◆ **Exercise instructions**
Retype the whole listing, character for character.
- - - - - - -
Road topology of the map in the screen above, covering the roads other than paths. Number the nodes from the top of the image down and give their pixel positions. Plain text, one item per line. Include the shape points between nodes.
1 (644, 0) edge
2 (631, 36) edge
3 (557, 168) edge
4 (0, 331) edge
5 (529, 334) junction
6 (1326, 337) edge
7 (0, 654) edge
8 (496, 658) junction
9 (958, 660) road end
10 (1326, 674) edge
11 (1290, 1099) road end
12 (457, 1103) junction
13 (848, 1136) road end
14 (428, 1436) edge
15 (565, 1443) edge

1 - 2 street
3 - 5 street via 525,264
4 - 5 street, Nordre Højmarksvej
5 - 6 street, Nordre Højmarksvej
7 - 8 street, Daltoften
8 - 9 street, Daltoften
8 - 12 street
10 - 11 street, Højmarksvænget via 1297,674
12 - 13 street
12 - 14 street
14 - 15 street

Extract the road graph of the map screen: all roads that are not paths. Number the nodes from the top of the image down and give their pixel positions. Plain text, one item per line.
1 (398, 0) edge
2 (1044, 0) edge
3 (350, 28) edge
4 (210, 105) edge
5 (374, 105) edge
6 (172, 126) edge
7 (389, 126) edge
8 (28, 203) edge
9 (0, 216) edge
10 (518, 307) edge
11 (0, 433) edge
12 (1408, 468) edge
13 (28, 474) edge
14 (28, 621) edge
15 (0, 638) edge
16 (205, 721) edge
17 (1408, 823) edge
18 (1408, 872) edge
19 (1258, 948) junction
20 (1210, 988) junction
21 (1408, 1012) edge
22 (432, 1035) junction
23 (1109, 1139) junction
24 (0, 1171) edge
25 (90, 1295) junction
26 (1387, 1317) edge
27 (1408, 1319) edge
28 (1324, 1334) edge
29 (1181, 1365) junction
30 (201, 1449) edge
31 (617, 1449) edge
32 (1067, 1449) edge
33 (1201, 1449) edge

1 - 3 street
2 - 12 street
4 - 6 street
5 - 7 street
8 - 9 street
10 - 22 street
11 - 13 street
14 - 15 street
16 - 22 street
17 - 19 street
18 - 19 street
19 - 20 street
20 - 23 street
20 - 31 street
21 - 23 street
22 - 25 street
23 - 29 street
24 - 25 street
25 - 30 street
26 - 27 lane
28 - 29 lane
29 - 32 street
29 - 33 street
- - - - - - -
◆ **Exercise output**
Road topology of the map in the screen above, covering the roads other than paths. Number the nodes from the top of the image down and give their pixel positions. Plain text, one item per line. Include the shape points between nodes.
1 (644, 0) edge
2 (631, 36) edge
3 (557, 168) edge
4 (0, 331) edge
5 (529, 334) junction
6 (1326, 337) edge
7 (0, 654) edge
8 (496, 658) junction
9 (958, 660) road end
10 (1326, 674) edge
11 (1290, 1099) road end
12 (457, 1103) junction
13 (848, 1136) road end
14 (428, 1436) edge
15 (565, 1443) edge

1 - 2 street
3 - 5 street via 525,264
4 - 5 street, Nordre Højmarksvej
5 - 6 street, Nordre Højmarksvej
7 - 8 street, Daltoften
8 - 9 street, Daltoften
8 - 12 street
10 - 11 street, Højmarksvænget via 1297,674
12 - 13 street
12 - 14 street
14 - 15 street

Extract the road graph of the map screen: all roads that are not paths. Number the nodes from the top of the image down and give their pixel positions. Plain text, one item per line.
1 (398, 0) edge
2 (1044, 0) edge
3 (350, 28) edge
4 (210, 105) edge
5 (374, 105) edge
6 (172, 126) edge
7 (389, 126) edge
8 (28, 203) edge
9 (0, 216) edge
10 (518, 307) edge
11 (0, 433) edge
12 (1408, 468) edge
13 (28, 474) edge
14 (28, 621) edge
15 (0, 638) edge
16 (205, 721) edge
17 (1408, 823) edge
18 (1408, 872) edge
19 (1258, 948) junction
20 (1210, 988) junction
21 (1408, 1012) edge
22 (432, 1035) junction
23 (1109, 1139) junction
24 (0, 1171) edge
25 (90, 1295) junction
26 (1387, 1317) edge
27 (1408, 1319) edge
28 (1324, 1334) edge
29 (1181, 1365) junction
30 (201, 1449) edge
31 (617, 1449) edge
32 (1067, 1449) edge
33 (1201, 1449) edge

1 - 3 street
2 - 12 street
4 - 6 street
5 - 7 street
8 - 9 street
10 - 22 street
11 - 13 street
14 - 15 street
16 - 22 street
17 - 19 street
18 - 19 street
19 - 20 street
20 - 23 street
20 - 31 street
21 - 23 street
22 - 25 street
23 - 29 street
24 - 25 street
25 - 30 street
26 - 27 lane
28 - 29 lane
29 - 32 street
29 - 33 street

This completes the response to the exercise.